Arnaud Montebourg a pourtant connu plusieurs succès industriels. Il compte à son actif les reprises de Kem One, des usines Rio Tinto et de FagorBrandt. Présent sur ces grands dossiers, le ministre a donné l’image d’un Etat plus impliqué dans les décisions économiques. De son opposition à la vente de Dailymotion, en passant par sa prise de position (manquée) contre la reprise de SFR par Numericable, Arnaud Montebourg est le visage d’un certain volontarisme et du “patriotisme économique”.

Avec lui sonne aussi “le retour de l’Etat actionnaire”, décrypte L’Usine nouvelle en 2014. Sous Montebourg, l’Etat français acquiert 14% du capital de PSA et 20% du capital d’Alstom – deux opérations particulièrement symboliques. En juin 2014, quand le pôle énergie d’Alstom est finalement racheté par l’américain General Electric, Arnaud Montebourg affirme avoir gagné “la bataille de l’alliance” avec l’Etat dans ce dossier explique Le Monde (édition abonnés).

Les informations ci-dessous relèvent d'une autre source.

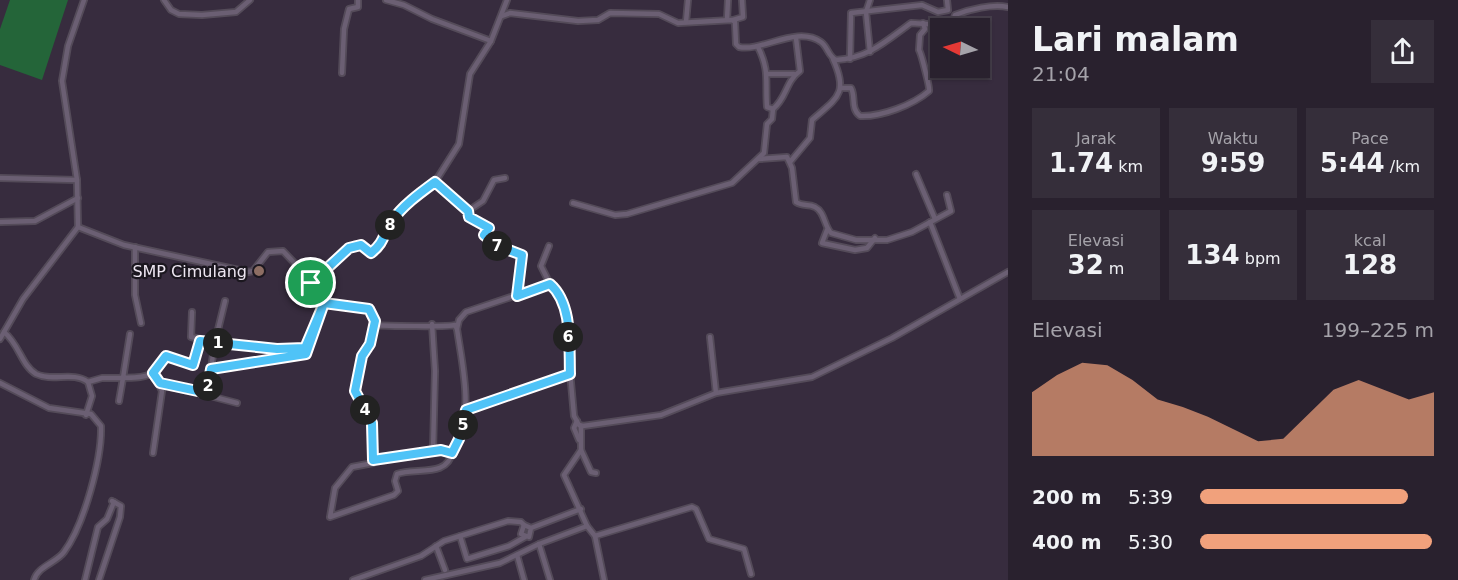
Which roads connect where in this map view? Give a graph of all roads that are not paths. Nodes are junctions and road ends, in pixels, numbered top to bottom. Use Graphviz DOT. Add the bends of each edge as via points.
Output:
graph roads {
  1 [pos="84,0"];
  2 [pos="164,0"];
  3 [pos="250,0"];
  4 [pos="358,0"];
  5 [pos="386,0"];
  6 [pos="507,0"];
  7 [pos="688,0"];
  8 [pos="728,0"];
  9 [pos="742,0"];
  10 [pos="870,0"];
  11 [pos="948,0"];
  12 [pos="917,3"];
  13 [pos="1008,8"];
  14 [pos="866,12"];
  15 [pos="502,16"];
  16 [pos="954,18"];
  17 [pos="730,20"];
  18 [pos="686,22"];
  19 [pos="922,23"];
  20 [pos="930,24"];
  21 [pos="796,38"];
  22 [pos="491,40"];
  23 [pos="758,46"];
  24 [pos="870,52"];
  25 [pos="833,59"];
  26 [pos="850,59"];
  27 [pos="342,73"];
  28 [pos="767,74"];
  29 [pos="794,75"];
  30 [pos="841,88"];
  31 [pos="772,109"];
  32 [pos="759,159"];
  33 [pos="789,162"];
  34 [pos="916,174"];
  35 [pos="0,178"];
  36 [pos="505,178"];
  37 [pos="77,180"];
  38 [pos="435,182"];
  39 [pos="947,195"];
  40 [pos="78,198"];
  41 [pos="573,203"];
  42 [pos="468,211"];
  43 [pos="935,219"];
  44 [pos="0,222"];
  45 [pos="930,222"];
  46 [pos="78,227"];
  47 [pos="827,230"];
  48 [pos="875,238"];
  49 [pos="549,246"];
  50 [pos="135,247"];
  51 [pos="1008,272"];
  52 [pos="311,283"];
  53 [pos="550,284"];
  54 [pos="517,296"];
  55 [pos="960,299"];
  56 [pos="225,300"];
  57 [pos="324,303"];
  58 [pos="192,312"];
  59 [pos="375,321"];
  60 [pos="141,323"];
  61 [pos="432,324"];
  62 [pos="457,329"];
  63 [pos="4,332"];
  64 [pos="130,334"];
  65 [pos="710,337"];
  66 [pos="0,339"];
  67 [pos="200,341"];
  68 [pos="215,342"];
  69 [pos="308,345"];
  70 [pos="211,369"];
  71 [pos="153,373"];
  72 [pos="570,374"];
  73 [pos="123,378"];
  74 [pos="88,382"];
  75 [pos="0,383"];
  76 [pos="160,383"];
  77 [pos="207,393"];
  78 [pos="716,393"];
  79 [pos="119,401"];
  80 [pos="237,403"];
  81 [pos="466,410"];
  82 [pos="86,416"];
  83 [pos="577,421"];
  84 [pos="581,426"];
  85 [pos="581,448"];
  86 [pos="433,451"];
  87 [pos="153,453"];
  88 [pos="452,453"];
  89 [pos="373,460"];
  90 [pos="596,473"];
  91 [pos="581,509"];
  92 [pos="524,525"];
  93 [pos="587,526"];
  94 [pos="531,528"];
  95 [pos="460,536"];
  96 [pos="595,536"];
  97 [pos="525,537"];
  98 [pos="538,544"];
  99 [pos="436,546"];
  100 [pos="517,555"];
  101 [pos="445,570"];
  102 [pos="751,574"];
  103 [pos="368,577"];
  104 [pos="34,580"];
  105 [pos="85,580"];
  106 [pos="99,580"];
  107 [pos="352,580"];
  108 [pos="425,580"];
  109 [pos="524,580"];
  110 [pos="550,580"];
  111 [pos="604,580"];
  1 -- 37 [label="street" via="68,46 62,81"];
  2 -- 3 [label="street" via="179,14 202,15 236,12"];
  4 -- 27 [label="street" via="358,7 350,9 344,29"];
  5 -- 22 [label="street"];
  6 -- 15 [label="street"];
  7 -- 18 [label="street"];
  8 -- 17 [label="street"];
  9 -- 17 [label="street" via="743,17"];
  10 -- 14 [label="street"];
  11 -- 12 [label="street" via="945,12"];
  12 -- 14 [label="street"];
  13 -- 16 [label="street" via="968,11"];
  14 -- 24 [label="street"];
  14 -- 26 [label="street" via="851,14"];
  15 -- 18 [label="street" via="510,13 591,20 608,13 659,14"];
  15 -- 22 [label="street"];
  17 -- 18 [label="street"];
  17 -- 23 [label="street" via="737,46"];
  19 -- 20 [label="street"];
  19 -- 24 [label="street" via="909,24"];
  19 -- 30 [label="street" via="925,29 920,35 919,50 924,56 924,76 930,86 923,96 899,107 860,116 854,109 851,88"];
  21 -- 23 [label="street" via="781,38"];
  21 -- 25 [label="street" via="822,42"];
  21 -- 29 [label="street" via="800,67"];
  22 -- 38 [label="street" via="470,75 459,144"];
  23 -- 28 [label="street"];
  24 -- 26 [label="street"];
  25 -- 26 [label="street"];
  25 -- 30 [label="street"];
  28 -- 29 [label="street"];
  28 -- 31 [label="street" via="767,107"];
  29 -- 31 [label="street" via="784,101"];
  30 -- 33 [label="street" via="833,103 812,120 810,138"];
  31 -- 32 [label="street" via="765,150"];
  32 -- 33 [label="street" via="787,157"];
  32 -- 41 [label="street" via="726,186 633,212 615,215"];
  33 -- 47 [label="street" via="796,202 820,211"];
  34 -- 43 [label="street"];
  35 -- 37 [label="street"];
  36 -- 42 [label="street" via="494,180 483,201"];
  37 -- 40 [label="street"];
  38 -- 42 [label="street"];
  38 -- 52 [label="street" via="392,221 382,244 371,253 361,245 349,248"];
  39 -- 43 [label="street" via="951,211"];
  40 -- 44 [label="street" via="35,221"];
  40 -- 46 [label="street"];
  42 -- 54 [label="street" via="469,217 489,228 484,235 498,246 522,255"];
  43 -- 45 [label="street"];
  45 -- 48 [label="street" via="889,240"];
  45 -- 55 [label="street"];
  46 -- 50 [label="street"];
  46 -- 63 [label="street" via="23,299"];
  47 -- 48 [label="street" via="856,240"];
  47 -- 48 [label="street" via="822,243 835,247 867,248"];
  49 -- 53 [label="street" via="541,266"];
  50 -- 52 [label="street" via="248,272 268,252 278,250 295,261"];
  50 -- 60 [label="street" via="135,295"];
  51 -- 55 [label="street"];
  52 -- 57 [label="street"];
  53 -- 54 [label="street"];
  53 -- 72 [label="street" via="564,305"];
  54 -- 62 [label="street" via="466,312"];
  55 -- 78 [label="street" via="812,377"];
  56 -- 68 [label="street"];
  57 -- 59 [label="street" via="369,309"];
  57 -- 69 [label="street"];
  58 -- 67 [label="street" via="189,335"];
  59 -- 61 [label="street" via="389,327"];
  59 -- 89 [label="street" via="355,391 372,423"];
  61 -- 62 [label="street" via="455,325"];
  61 -- 86 [label="street"];
  62 -- 81 [label="street"];
  63 -- 66 [label="street"];
  63 -- 74 [label="street" via="36,374 76,377"];
  64 -- 73 [label="street"];
  65 -- 78 [label="street"];
  67 -- 68 [label="street"];
  67 -- 71 [label="street" via="193,365 166,356"];
  68 -- 69 [label="street" via="277,349 301,349"];
  68 -- 70 [label="street"];
  69 -- 70 [label="street" via="303,355"];
  70 -- 77 [label="street"];
  71 -- 73 [label="street" via="144,378"];
  71 -- 76 [label="street"];
  72 -- 81 [label="street"];
  72 -- 83 [label="street"];
  73 -- 74 [label="street"];
  73 -- 79 [label="street"];
  74 -- 82 [label="street" via="92,396"];
  75 -- 82 [label="street" via="40,405"];
  76 -- 77 [label="street"];
  76 -- 87 [label="street" via="162,395"];
  77 -- 80 [label="street"];
  78 -- 84 [label="street" via="667,413"];
  81 -- 88 [label="street"];
  82 -- 104 [label="street" via="97,418 101,429 87,499 65,551 37,573"];
  83 -- 84 [label="street"];
  83 -- 85 [label="street" via="574,428"];
  84 -- 85 [label="street"];
  85 -- 90 [label="street" via="591,472"];
  85 -- 91 [label="street" via="564,475"];
  86 -- 88 [label="street"];
  86 -- 89 [label="street"];
  88 -- 89 [label="street" via="441,469 397,474 398,491 394,495 331,518 335,488 352,468 372,465"];
  91 -- 93 [label="street"];
  91 -- 94 [label="street"];
  92 -- 94 [label="street"];
  92 -- 95 [label="street" via="508,521"];
  92 -- 97 [label="street" via="520,532"];
  93 -- 96 [label="street"];
  93 -- 98 [label="street"];
  94 -- 97 [label="street" via="531,534"];
  95 -- 97 [label="street" via="467,559"];
  95 -- 99 [label="street"];
  96 -- 102 [label="street" via="692,507 709,539 744,549"];
  96 -- 111 [label="street"];
  98 -- 100 [label="street"];
  98 -- 110 [label="street"];
  99 -- 101 [label="street"];
  99 -- 103 [label="street"];
  100 -- 108 [label="street" via="500,563"];
  100 -- 109 [label="street"];
  103 -- 107 [label="street"];
  105 -- 106 [label="street" via="99,526 107,519 113,501 121,506 120,517"];
}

Le lancement des 34 plans de la nouvelle France industrielle, dès septembre 2013, marque en parallèle la volonté du ministre de miser sur l’industrie française de demain. “Il a le mérite d’avoir remis l’industrie au centre des débats, affirmait en 2014 Jérôme Frantz, président de la Fédération des industries mécaniques (FIM). Ses 34 plans sont cependant revus à la baisse en 2015, quelques mois après son départ du ministère de l’Economie.

Le succès en demi-teinte du “made in France”

Une communication efficace. En posant en marinière à la une du Parisien Magazine, ou en apparaissant au volant de la Renault Zoé, Arnaud Montebourg s’est érigé dès 2012 en fervent défenseur du “fabriqué en France”. Produire et acheter français, est-ce une politique économique viable ? Consommer exclusivement français, comme l’a démontré France 2, est un pari difficile (et coûteux). Mais dès 2012, “on a assisté à une réelle multiplication des start-up qui ont le ‘made in France’ dans leur ADN”, a reconnu récemment sur RTL Charles Huet, auteur d’un guide et d’une application qui répertorient les produits fabriqués en France.

Quant aux relocalisations, fortement encouragées par Arnaud Montebourg, ont-elles vraiment porté leurs fruits ? Avec 150 relocalisations recensées depuis 2005, “on ne peut plus dire que c’est un épiphénomène”, a reconnu en 2014 le professeur d’économie E. M. Mouhoud. Mais il tempère : “Il n’y a qu’une relocalisation pour vingt délocalisations.” Et pour dix emplois délocalisés, seul un est pour l’instant créé en relocalisant. L’exemple de la fonderie Loiselet, à Dreux, est emblématique. Modèle de relocalisation réussie pour Arnaud Montebourg, la fonderie a finalement fait faillite en décembre 2013 (lien payant) – seulement six mois après la visite du ministre.